それを聞いた瞬間、未來ちゃんがいつもと違うごなり声で真剣に怒った。
「奥さんと子供もいるのに私と暮らしてるっておかしいじゃない!」
「いや、それはお前のことを考えて」
「もしかして、いっしょに暮らしてるのって本当はわたしの殺人衝動のせいじゃなくて体が目的だったの!本当に最低よ!そんな奴だって思わなかったわよ!」
「ち、違う。お前といっしょに暮らしてるのは本当にお前のことを心配して」
「嘘はもういいわよ!」
さすがに藤崎さんも怒る。
「嘘じゃない!お前の悪の心は周りに大きな被害が生じる。それはお前にとってもよくないことだろ!俺はそれをどうにかしたいだけだ!」
「そう言っておきながらもう5年よ!5年間あんたは何をしてきたの!何もしてないじゃない!何もしないんだったらわたしを殺して奥さんと子供をしっかり養いなさいよ!」
「殺すとかいうな!誰が毎日のように刺殺されてると思ってるんだよ!俺がどれだけ痛い目にあって来てると思っているんだよ!」
「嫌なら辞めればいいじゃない!それでさっさと元の場所に戻りなさいよ!」
「それだとお前はどうなる?その衝動でまた周りの誰かが・・・・子安さんが殺されたらどうするんだよ!」
「それだったらわたしが死ねばいい話じゃない!」
「だからそんなこと言うって言ってるだろうが!俺はお前のことが大切だからこうして今も!」
「わたしの前に家族を大切にしなさいよ!」
それは心の叫びだった。私もそうだけど藤崎さんにも感じたようだ。
未來ちゃんには家族がいた。でも、それは自分の殺人衝動で殺してしまって今はいない。自分を家族のように慕ってくれたからこそ未來ちゃんは藤崎さんを信頼していっしょに暮らしている。でも、その藤崎さんには家族があるのにそれをほったらかしにして自分を優先されていることがたぶん許せないんだと思う。自分と同じ年の娘がいるならばきっと心境も同じだと思った。
「あんたの娘のわたしじゃないでしょ!」
パチン。
藤崎さんはほぼ無意識に未來ちゃんの頬を叩いた。小さな顔に赤く腫れる。そして、ドッとあふれる涙を拭き取って席を立って店を飛び出していった。
「み、未來ちゃん!」
「ほっておけ」
不機嫌そうに腕を組みながら席に座る。
「なんで叩いたんですか?」
すると飲みかけのコーヒーを飲み干して一息ついてから語る。
「我がまま娘め。俺が一体誰のためにここまで付き合ってると思ってるんだよ。あいつは感謝が足りなさすぎる。俺はあいつのために苦しい思いばかりしてきたんだ。それも知らず言いたい放題言いやがって。どうせ、俺がいないとどうしようもないくせに」
私はどちらを味方すればいいのか。未來ちゃんの言い分も分かる。家族があるのにそれを放置していることも許せないけど、藤崎さんの言い分も分かる。未來ちゃんがこうして普通に暮らしていられるのは藤崎さんの存在が大きい。
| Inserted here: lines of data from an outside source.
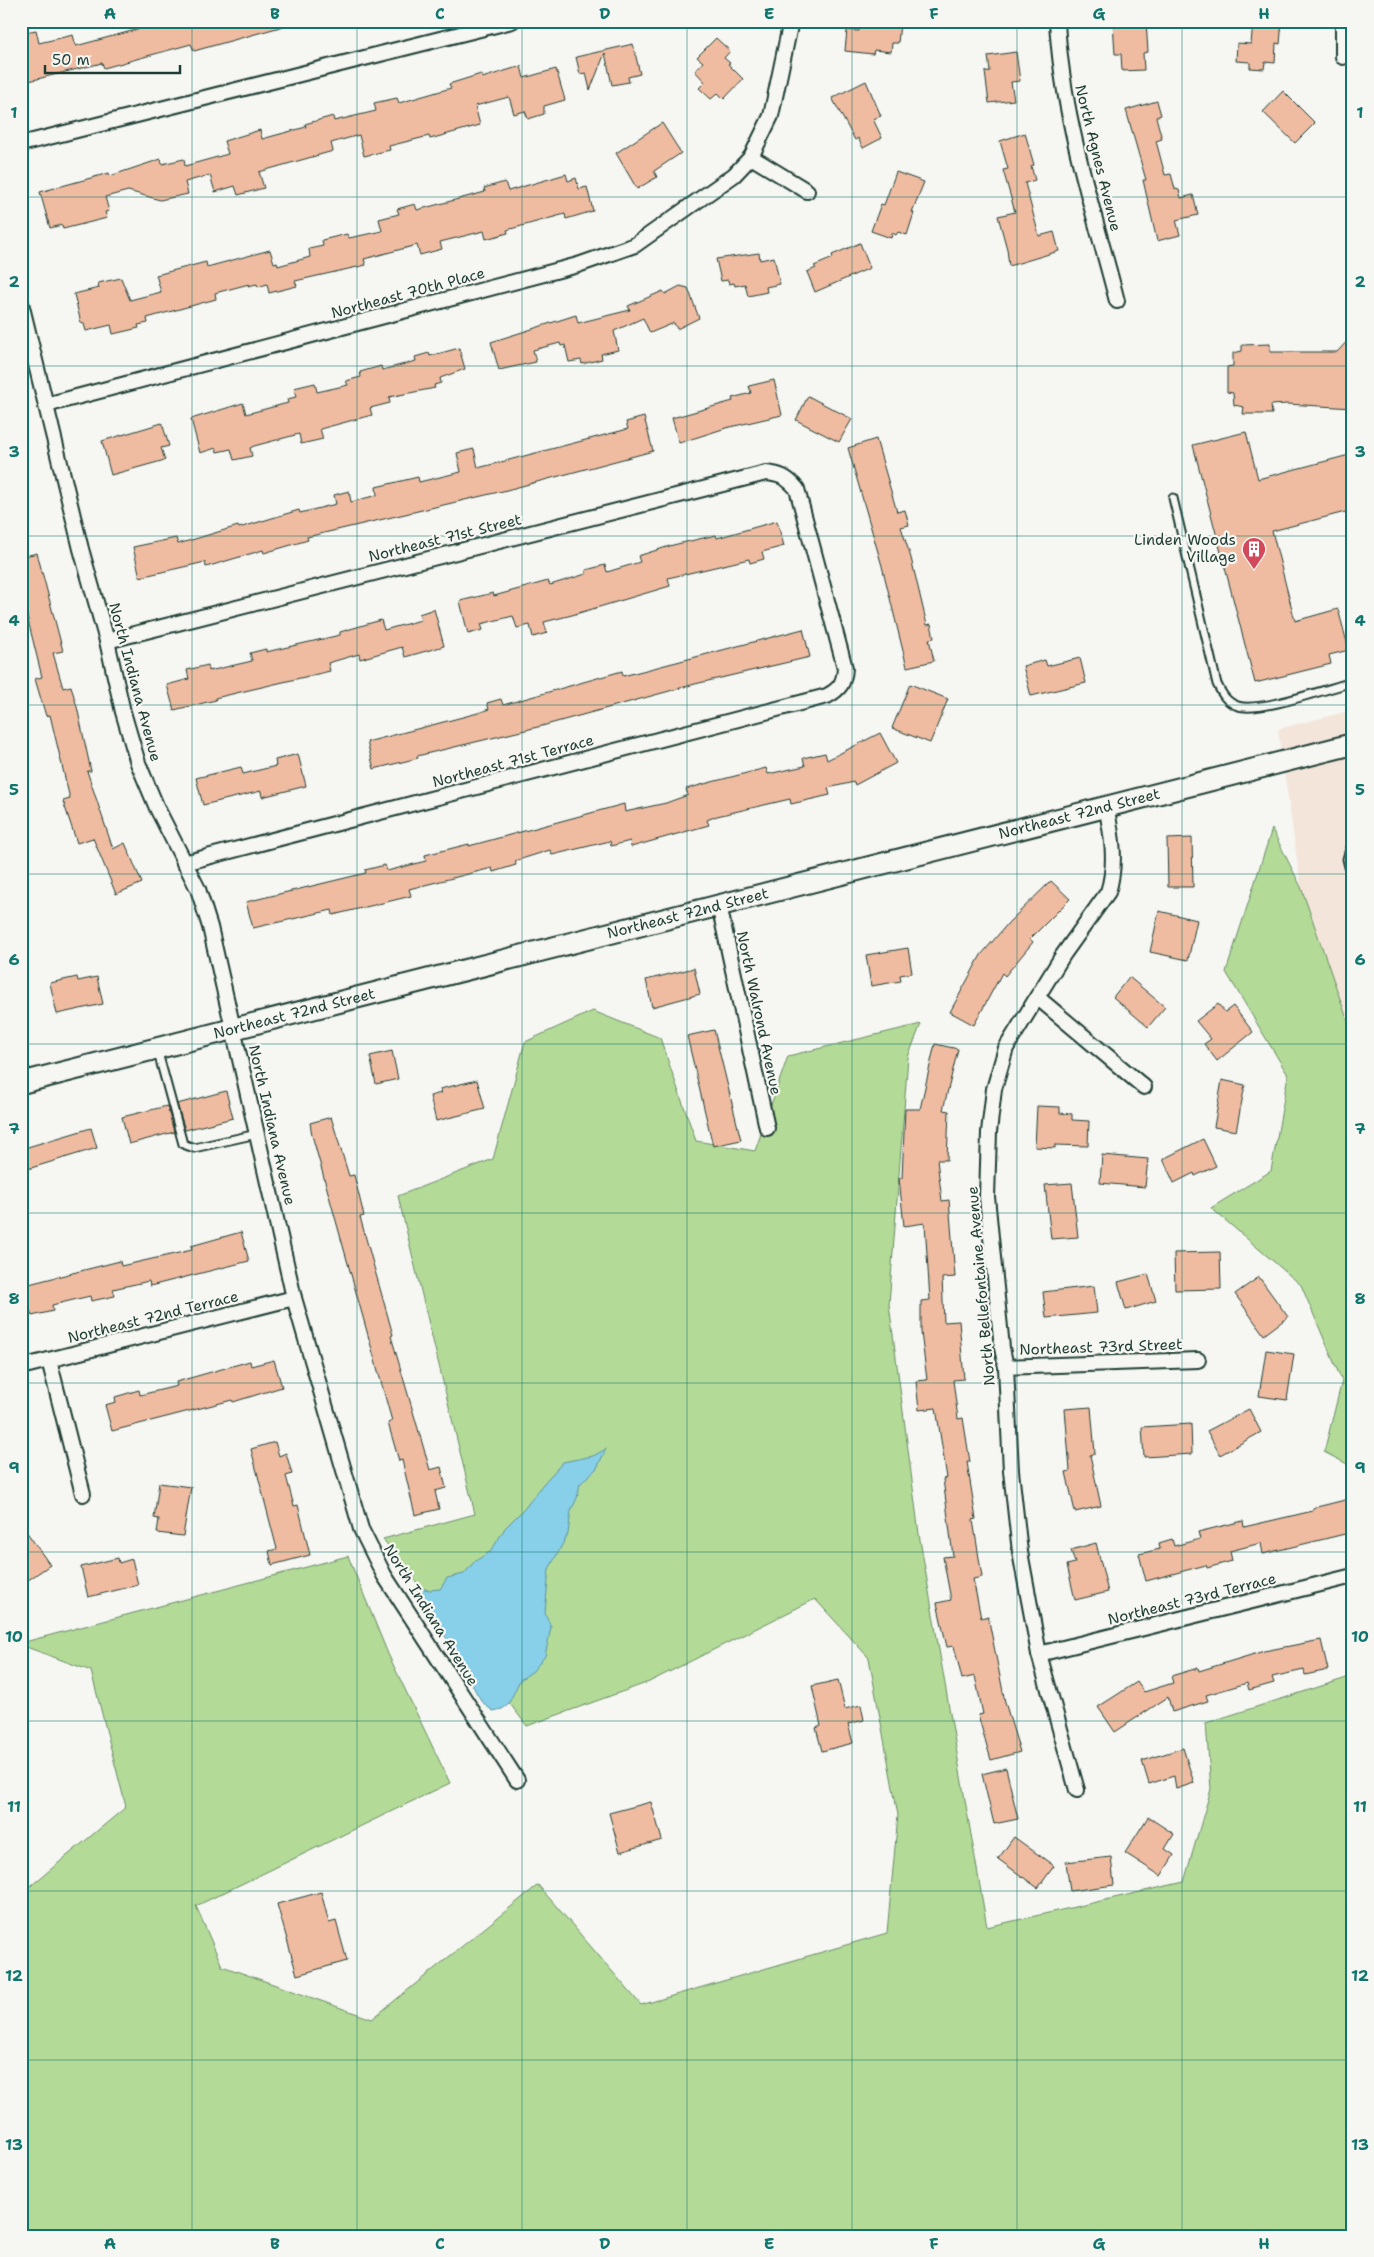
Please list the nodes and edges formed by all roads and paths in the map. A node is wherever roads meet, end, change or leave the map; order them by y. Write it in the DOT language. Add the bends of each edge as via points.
graph roads {
  1 [pos="512,21"];
  2 [pos="791,21"];
  3 [pos="1057,21"];
  4 [pos="1343,21"];
  5 [pos="1343,57"];
  6 [pos="21,144"];
  7 [pos="752,157"];
  8 [pos="807,191"];
  9 [pos="1117,301"];
  10 [pos="21,303"];
  11 [pos="46,405"];
  12 [pos="1173,498"];
  13 [pos="107,641"];
  14 [pos="844,680"];
  15 [pos="1353,682"];
  16 [pos="1353,744"];
  17 [pos="1106,806"];
  18 [pos="1353,847"];
  19 [pos="184,863"];
  20 [pos="1353,883"];
  21 [pos="719,905"];
  22 [pos="1037,997"];
  23 [pos="234,1029"];
  24 [pos="157,1048"];
  25 [pos="21,1058"];
  26 [pos="25,1082"];
  27 [pos="1144,1087"];
  28 [pos="767,1128"];
  29 [pos="257,1134"];
  30 [pos="294,1298"];
  31 [pos="49,1360"];
  32 [pos="1198,1360"];
  33 [pos="21,1367"];
  34 [pos="1006,1367"];
  35 [pos="83,1494"];
  36 [pos="1353,1576"];
  37 [pos="1039,1654"];
  38 [pos="517,1780"];
  39 [pos="1077,1790"];
  1 -- 6 [label="street"];
  2 -- 7 [label="street" via="771,116"];
  3 -- 9 [label="street, North Agnes Avenue" via="1067,114"];
  4 -- 5 [label="street"];
  7 -- 8 [label="street"];
  7 -- 11 [label="street, Northeast 70th Place" via="734,176 635,245 611,254"];
  10 -- 11 [label="street, North Indiana Avenue"];
  11 -- 13 [label="street, North Indiana Avenue"];
  12 -- 15 [label="lane" via="1223,698 1238,706 1258,706"];
  13 -- 14 [label="street, Northeast 71st Street" via="766,473 779,474 797,489 845,668"];
  13 -- 19 [label="street, North Indiana Avenue" via="138,763"];
  14 -- 19 [label="street, Northeast 71st Terrace" via="838,690 827,696"];
  16 -- 17 [label="main road, Northeast 72nd Street"];
  17 -- 21 [label="main road, Northeast 72nd Street"];
  17 -- 22 [label="street, North Bellefontaine Avenue" via="1113,853 1112,881 1102,903 1085,920"];
  18 -- 20 [label="lane" via="1347,859"];
  19 -- 23 [label="street, North Indiana Avenue" via="198,889 210,927"];
  21 -- 23 [label="main road, Northeast 72nd Street"];
  21 -- 28 [label="street, North Walrond Avenue"];
  22 -- 27 [label="street"];
  22 -- 34 [label="street, North Bellefontaine Avenue" via="1006,1048 994,1089 988,1132 987,1197"];
  23 -- 24 [label="main road, Northeast 72nd Street"];
  23 -- 29 [label="street, North Indiana Avenue"];
  24 -- 26 [label="main road, Northeast 72nd Street"];
  24 -- 29 [label="lane" via="182,1144 194,1148"];
  25 -- 26 [label="lane"];
  29 -- 30 [label="street, North Indiana Avenue"];
  30 -- 31 [label="street, Northeast 72nd Terrace"];
  30 -- 38 [label="street, North Indiana Avenue" via="361,1529 384,1575"];
  31 -- 33 [label="street, Northeast 72nd Terrace"];
  31 -- 35 [label="street"];
  32 -- 34 [label="street, Northeast 73rd Street"];
  34 -- 37 [label="street, North Bellefontaine Avenue" via="1011,1471 1020,1552"];
  36 -- 37 [label="street, Northeast 73rd Terrace"];
  37 -- 39 [label="street, North Bellefontaine Avenue"];
}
衝動の矛先を不死の藤崎さんに向けることで被害を出さずに衝動を発散できる。不死でも痛みは普通に襲われるということは足を切り刻まれても、腕を斬り落とされても、目玉をくりぬかれても、内臓をえぐられても、喉もとを突き刺されても死なないけど痛みはある。それはたぶん想像できない苦痛だ。それをただ一人の少女を助けるために耐えている。
「誰にだって悪の心はあるって藤崎さん言ってましたよね」
「ああ、言ったな」
「なら、私も悪の心を屈指して言います」
気を落ちかせて大きく息を吸って叫ぶ。
今思ったことを全力で。
「藤崎さんのバカ―――――!」
海野さんに一礼して未來ちゃんの後を追う。